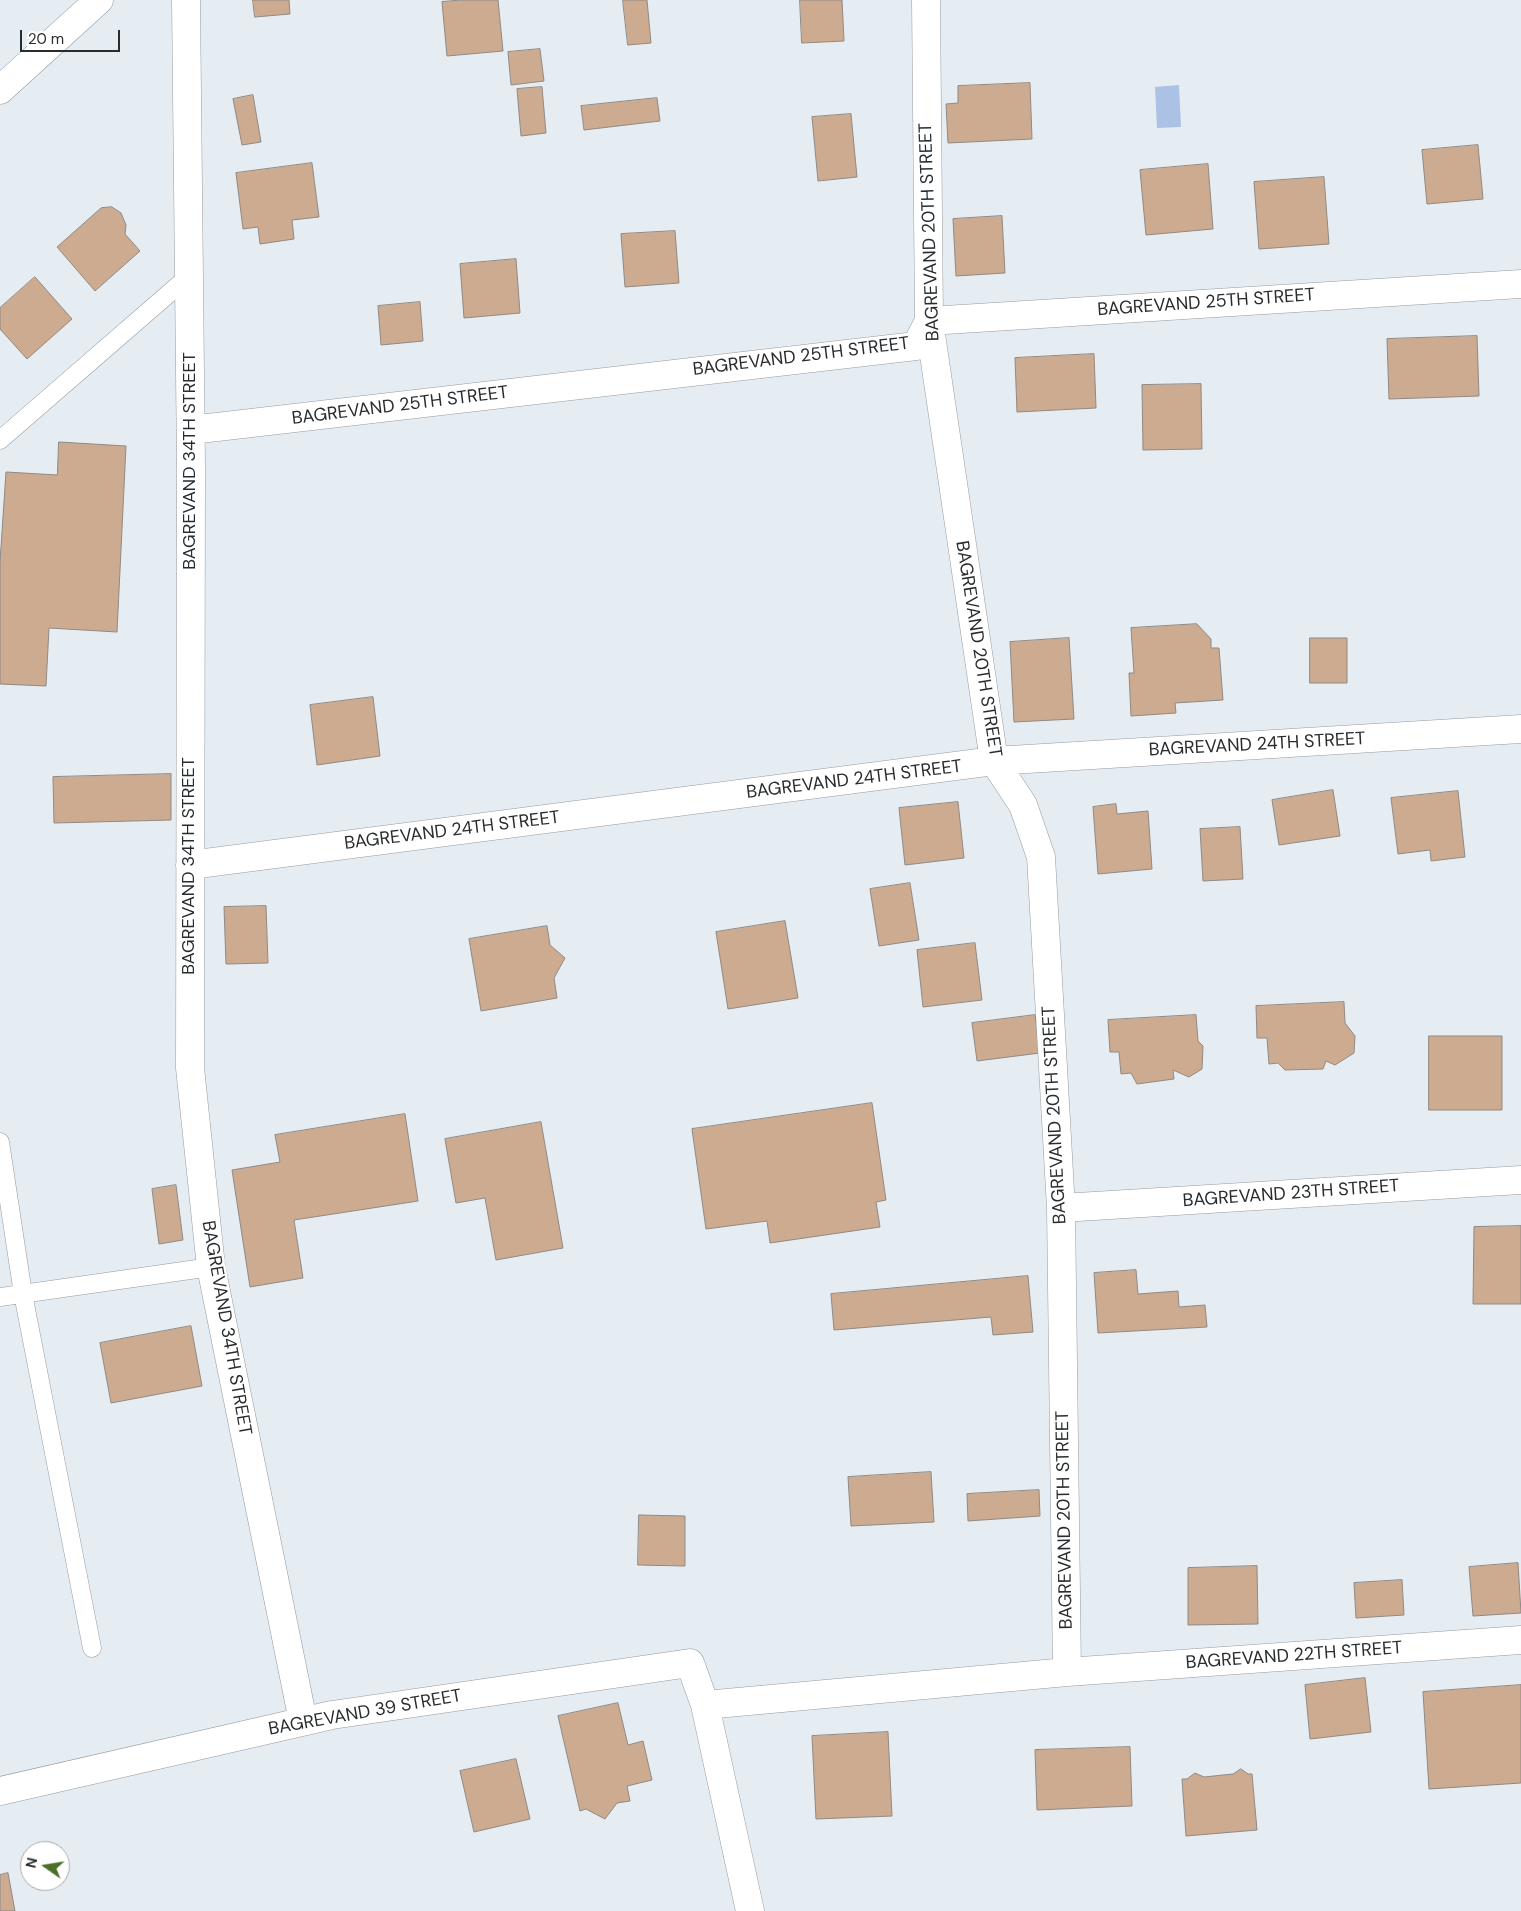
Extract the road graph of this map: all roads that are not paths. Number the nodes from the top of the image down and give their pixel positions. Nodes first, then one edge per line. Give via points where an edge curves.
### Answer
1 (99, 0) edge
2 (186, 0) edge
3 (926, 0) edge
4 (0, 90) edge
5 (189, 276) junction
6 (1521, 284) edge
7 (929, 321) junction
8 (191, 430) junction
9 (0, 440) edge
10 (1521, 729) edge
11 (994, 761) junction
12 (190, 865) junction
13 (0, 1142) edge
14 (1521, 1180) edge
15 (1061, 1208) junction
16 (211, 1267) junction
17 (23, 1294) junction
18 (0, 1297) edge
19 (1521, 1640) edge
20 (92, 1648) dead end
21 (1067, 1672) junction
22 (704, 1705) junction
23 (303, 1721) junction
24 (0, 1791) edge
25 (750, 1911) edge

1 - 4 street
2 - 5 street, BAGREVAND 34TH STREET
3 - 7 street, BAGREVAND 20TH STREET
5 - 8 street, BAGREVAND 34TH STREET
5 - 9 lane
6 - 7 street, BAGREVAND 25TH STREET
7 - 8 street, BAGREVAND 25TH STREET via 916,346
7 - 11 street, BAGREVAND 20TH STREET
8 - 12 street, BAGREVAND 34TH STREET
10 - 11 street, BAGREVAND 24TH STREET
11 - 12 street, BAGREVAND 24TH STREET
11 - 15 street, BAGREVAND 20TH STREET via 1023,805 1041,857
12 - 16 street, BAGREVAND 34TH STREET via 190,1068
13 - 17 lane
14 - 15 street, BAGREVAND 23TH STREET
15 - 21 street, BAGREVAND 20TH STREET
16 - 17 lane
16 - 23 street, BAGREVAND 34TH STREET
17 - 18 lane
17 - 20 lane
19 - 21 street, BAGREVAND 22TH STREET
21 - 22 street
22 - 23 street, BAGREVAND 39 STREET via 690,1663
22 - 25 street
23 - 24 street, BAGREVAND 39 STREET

* **Work order**: Return every line of the records exactly as given, pictures excluded.

* **Solved problem**:
Extract the road graph of this map: all roads that are not paths. Number the nodes from the top of the image down and give their pixel positions. Nodes first, then one edge per line. Give via points where an edge curves.
### Answer
1 (99, 0) edge
2 (186, 0) edge
3 (926, 0) edge
4 (0, 90) edge
5 (189, 276) junction
6 (1521, 284) edge
7 (929, 321) junction
8 (191, 430) junction
9 (0, 440) edge
10 (1521, 729) edge
11 (994, 761) junction
12 (190, 865) junction
13 (0, 1142) edge
14 (1521, 1180) edge
15 (1061, 1208) junction
16 (211, 1267) junction
17 (23, 1294) junction
18 (0, 1297) edge
19 (1521, 1640) edge
20 (92, 1648) dead end
21 (1067, 1672) junction
22 (704, 1705) junction
23 (303, 1721) junction
24 (0, 1791) edge
25 (750, 1911) edge

1 - 4 street
2 - 5 street, BAGREVAND 34TH STREET
3 - 7 street, BAGREVAND 20TH STREET
5 - 8 street, BAGREVAND 34TH STREET
5 - 9 lane
6 - 7 street, BAGREVAND 25TH STREET
7 - 8 street, BAGREVAND 25TH STREET via 916,346
7 - 11 street, BAGREVAND 20TH STREET
8 - 12 street, BAGREVAND 34TH STREET
10 - 11 street, BAGREVAND 24TH STREET
11 - 12 street, BAGREVAND 24TH STREET
11 - 15 street, BAGREVAND 20TH STREET via 1023,805 1041,857
12 - 16 street, BAGREVAND 34TH STREET via 190,1068
13 - 17 lane
14 - 15 street, BAGREVAND 23TH STREET
15 - 21 street, BAGREVAND 20TH STREET
16 - 17 lane
16 - 23 street, BAGREVAND 34TH STREET
17 - 18 lane
17 - 20 lane
19 - 21 street, BAGREVAND 22TH STREET
21 - 22 street
22 - 23 street, BAGREVAND 39 STREET via 690,1663
22 - 25 street
23 - 24 street, BAGREVAND 39 STREET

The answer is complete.